It’s a blessing to join Dean Sawyer and Deacon Soriano in welcoming the Gathering to St. John’s for this most welcome, blossoming tradition of an Advent service by and for the AAPI community and its friends in and around the Episcopal Diocese of Los Angeles.
Kathy and I are just back from a quick trip to London in connection with the archbishop of Canterbury’s Michael Ramsey Prize, which is a story for another occasion. But a few days’ drenching by our shared Anglican heritage makes me think tonight of a certain fourth-generation Welshman named Mark, a young priest in the Church of England. Fourth generation means that Mark’s family have been in Wales for the better part of a century. He’s as British as I’m American.
But as some of you know – since he was here earlier this year to meet with priests serving at our Chinese language congregations, other colleagues, and me — the Rev. Mark Nam is also of Chinese descent. He’s British, and he looks Chinese, and so he’s conscious each day of people assuming he comes from somewhere besides his native land. Our eloquent preacher Sharon, a third-generation Japanese American, just shared an Orange County iteration of the same dispiriting story.
Four generations of people’s rootedness in a place, working hard, paying their taxes, raising their families, keeping Great Britain great – and yet still, because of the way he looks, Mark’s made to feel that he doesn’t belong and fears the same will be true of his and his spouse Kayi’s three fifth-generation, 100% Welsh offspring.
While this suggests that the Gathering’s work may never be done – that the weight of white supremacy, prejudice, fear, and sheer incuriosity is forever – I don’t mean to be discouraging. Advent is our time of expectation and preparation, of waiting for a culmination of something that’s just on the verge, but not quite yet – so as our worship continues, I offer a trinity of questions about getting ready for the kingdom of God.
Where are you really from? That’s the question Mark gets all the time. I know it’s familiar to many of you. The answer he is living out is that he from the heart and mind of the most high God, placed right in his questioner’s face, established there by God for God’s divine, justice-making purposes. Sharon has described her faith journey in similar terms.
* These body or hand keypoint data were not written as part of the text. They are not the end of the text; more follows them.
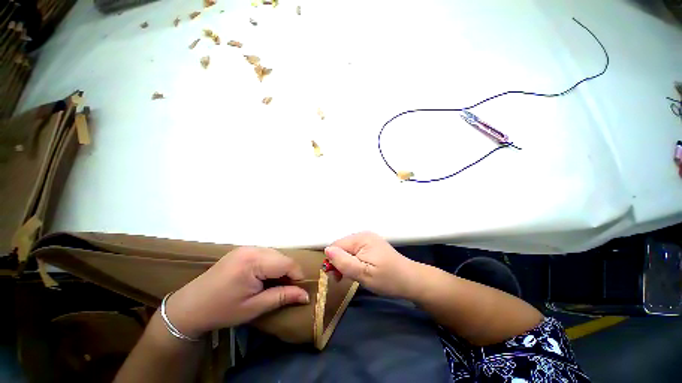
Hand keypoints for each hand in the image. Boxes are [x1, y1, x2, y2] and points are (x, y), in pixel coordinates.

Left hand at [166, 247, 309, 338]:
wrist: (189, 307)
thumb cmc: (222, 310)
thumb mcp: (254, 307)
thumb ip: (282, 297)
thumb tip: (306, 295)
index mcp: (253, 261)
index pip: (287, 263)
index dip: (297, 276)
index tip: (298, 291)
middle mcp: (252, 248)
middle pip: (282, 257)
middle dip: (289, 272)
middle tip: (286, 290)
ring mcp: (246, 247)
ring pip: (275, 254)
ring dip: (280, 268)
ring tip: (274, 285)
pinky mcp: (242, 250)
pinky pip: (266, 254)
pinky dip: (271, 265)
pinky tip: (264, 277)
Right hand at [325, 232, 417, 298]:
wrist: (411, 281)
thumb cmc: (387, 278)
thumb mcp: (363, 274)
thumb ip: (343, 261)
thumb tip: (327, 250)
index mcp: (361, 238)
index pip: (336, 245)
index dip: (333, 261)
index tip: (337, 277)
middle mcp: (363, 235)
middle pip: (341, 247)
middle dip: (340, 262)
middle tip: (345, 279)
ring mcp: (368, 239)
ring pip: (347, 250)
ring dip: (346, 263)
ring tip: (354, 276)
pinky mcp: (372, 245)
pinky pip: (355, 251)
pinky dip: (354, 261)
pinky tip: (360, 270)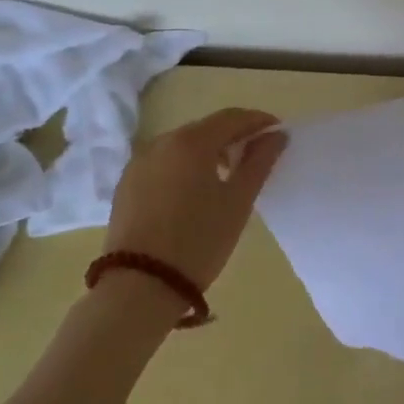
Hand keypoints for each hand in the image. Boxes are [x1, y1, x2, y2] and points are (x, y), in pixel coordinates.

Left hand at [101, 108, 286, 292]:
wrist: (139, 286)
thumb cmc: (199, 241)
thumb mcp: (238, 202)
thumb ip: (259, 162)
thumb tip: (276, 135)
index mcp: (191, 142)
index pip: (232, 118)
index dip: (258, 121)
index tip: (277, 133)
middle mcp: (161, 142)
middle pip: (206, 128)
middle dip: (233, 136)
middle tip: (256, 156)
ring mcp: (139, 162)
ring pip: (182, 145)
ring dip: (208, 152)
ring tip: (227, 176)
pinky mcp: (126, 184)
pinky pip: (163, 163)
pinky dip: (184, 167)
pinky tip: (194, 191)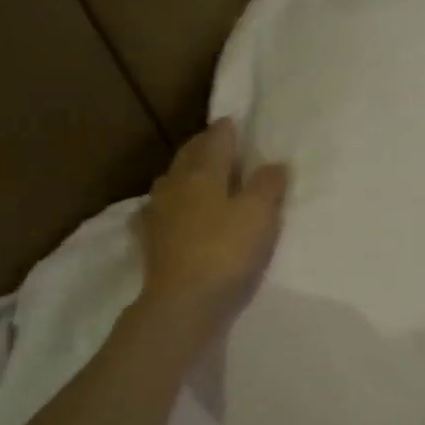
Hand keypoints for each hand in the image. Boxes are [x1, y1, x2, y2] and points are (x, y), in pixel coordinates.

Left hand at [133, 119, 287, 344]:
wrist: (184, 301)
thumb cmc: (227, 250)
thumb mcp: (260, 214)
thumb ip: (268, 184)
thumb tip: (274, 164)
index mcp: (203, 171)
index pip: (216, 139)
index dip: (227, 129)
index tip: (236, 122)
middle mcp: (176, 184)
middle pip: (189, 156)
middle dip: (204, 147)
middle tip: (220, 144)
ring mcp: (158, 212)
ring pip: (172, 181)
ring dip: (186, 174)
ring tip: (200, 176)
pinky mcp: (150, 240)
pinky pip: (159, 212)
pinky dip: (169, 206)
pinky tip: (170, 213)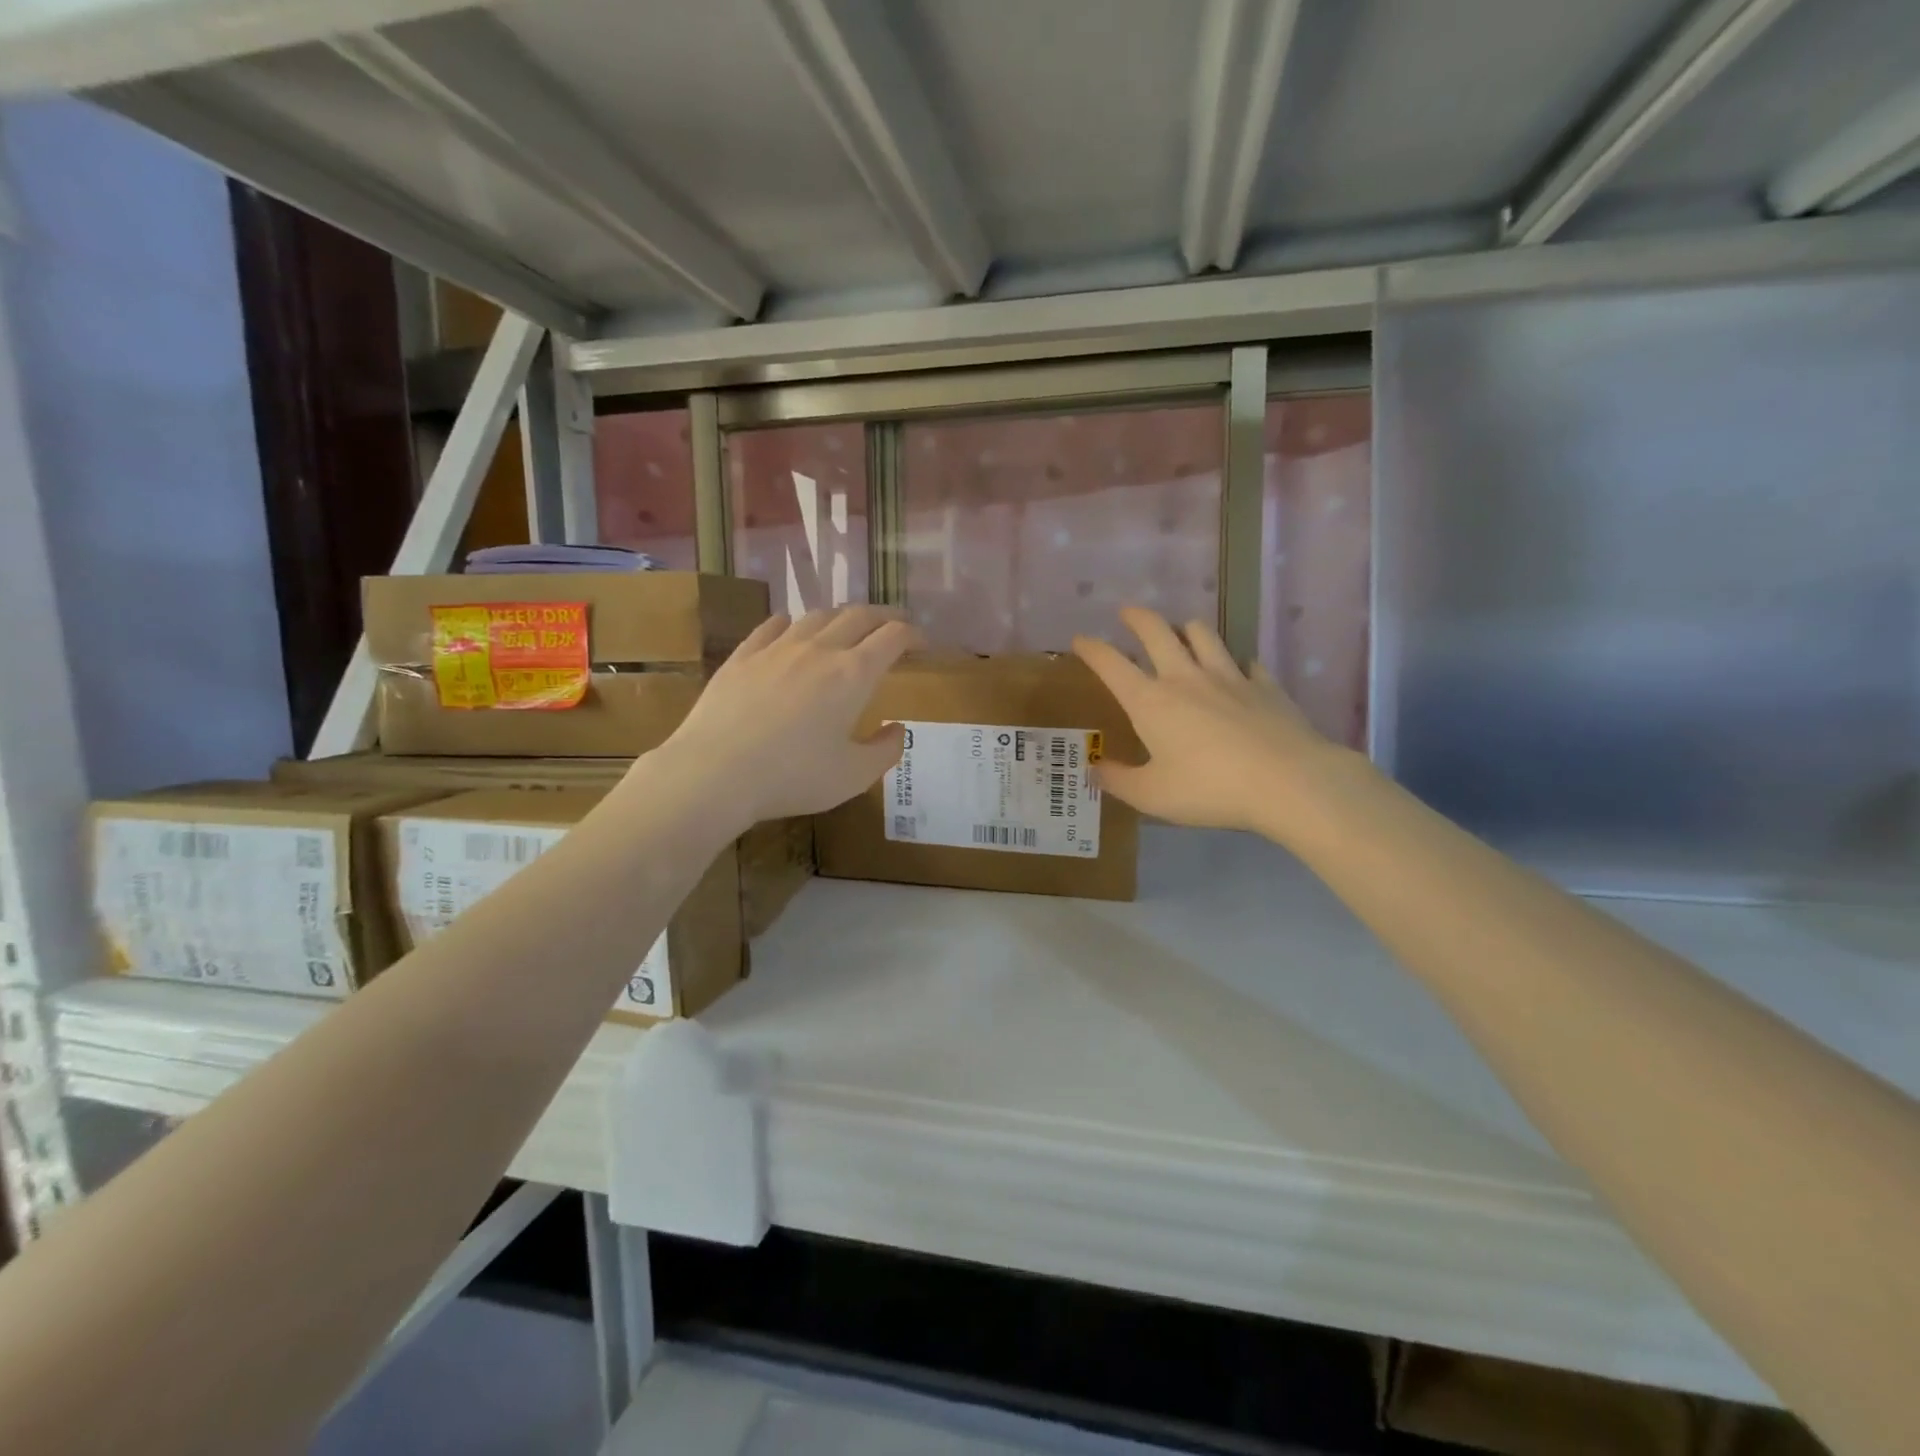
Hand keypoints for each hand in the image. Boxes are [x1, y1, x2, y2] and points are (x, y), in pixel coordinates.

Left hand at [656, 605, 921, 825]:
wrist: (715, 772)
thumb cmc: (793, 777)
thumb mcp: (854, 776)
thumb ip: (885, 750)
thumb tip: (897, 729)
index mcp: (853, 674)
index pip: (893, 637)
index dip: (914, 635)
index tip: (922, 644)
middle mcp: (819, 650)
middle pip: (859, 616)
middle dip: (884, 617)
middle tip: (894, 626)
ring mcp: (777, 648)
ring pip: (817, 615)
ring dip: (841, 617)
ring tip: (847, 629)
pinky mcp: (743, 656)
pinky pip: (773, 626)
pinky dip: (793, 623)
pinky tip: (791, 628)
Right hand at [1072, 608, 1346, 834]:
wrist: (1289, 782)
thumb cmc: (1209, 789)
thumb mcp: (1151, 796)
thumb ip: (1118, 780)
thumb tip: (1094, 768)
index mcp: (1150, 702)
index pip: (1111, 664)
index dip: (1091, 649)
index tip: (1079, 639)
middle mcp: (1186, 678)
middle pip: (1157, 632)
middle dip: (1137, 618)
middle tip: (1127, 613)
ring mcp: (1229, 677)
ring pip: (1203, 634)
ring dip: (1186, 629)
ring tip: (1182, 632)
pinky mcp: (1265, 686)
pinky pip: (1246, 663)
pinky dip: (1236, 663)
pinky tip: (1238, 672)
What is the church to do? Among other things, model the image of God by how we choose leadership – meaning more AAPI and other people of color as bishops and cardinal rectors.
What are the prophets to do? Take issue when anyone says that equity, diversity, and inclusion are political. They are not – they are human rights issues, dignity of every human being issues, life, liberty and the pursuit of happiness issues. In our country, it may get worse before it gets better. But pluralistic democracy is coming. The tyrants, the enemies of democracy, will try to stop it, but by the grace of God, they will fail, as darkness always fails before the light of the Prince of Peace.
Since in Advent, we await the kingdom of God, I’ll close with a proposed definition, with apologies to Jesus Christ, since this is usually his line. The kingdom of God is like a great city where strangers greet one another in church or in school, at Starbucks or at work, and no matter how they look, one says to the other, “You look like you must be from Los Angeles. Me, too. Let’s sit down together and share our sacred stories.”
— My remarks tonight at The Gathering: a Space for Asian Pacific American Spirituality’s Advent service at St. John’s Cathedral. The Rev. Katherine Feng celebrated Holy Eucharist, Sharon Matsushige Crandall preached, and the Rev. Joshua Wong presided. Joyce Swaving offered a magnificent gathering prayer of her own composition. Under Dustin Seo’s direction, four cellists from Laós Chamber Music were music ministers. A light supper followed.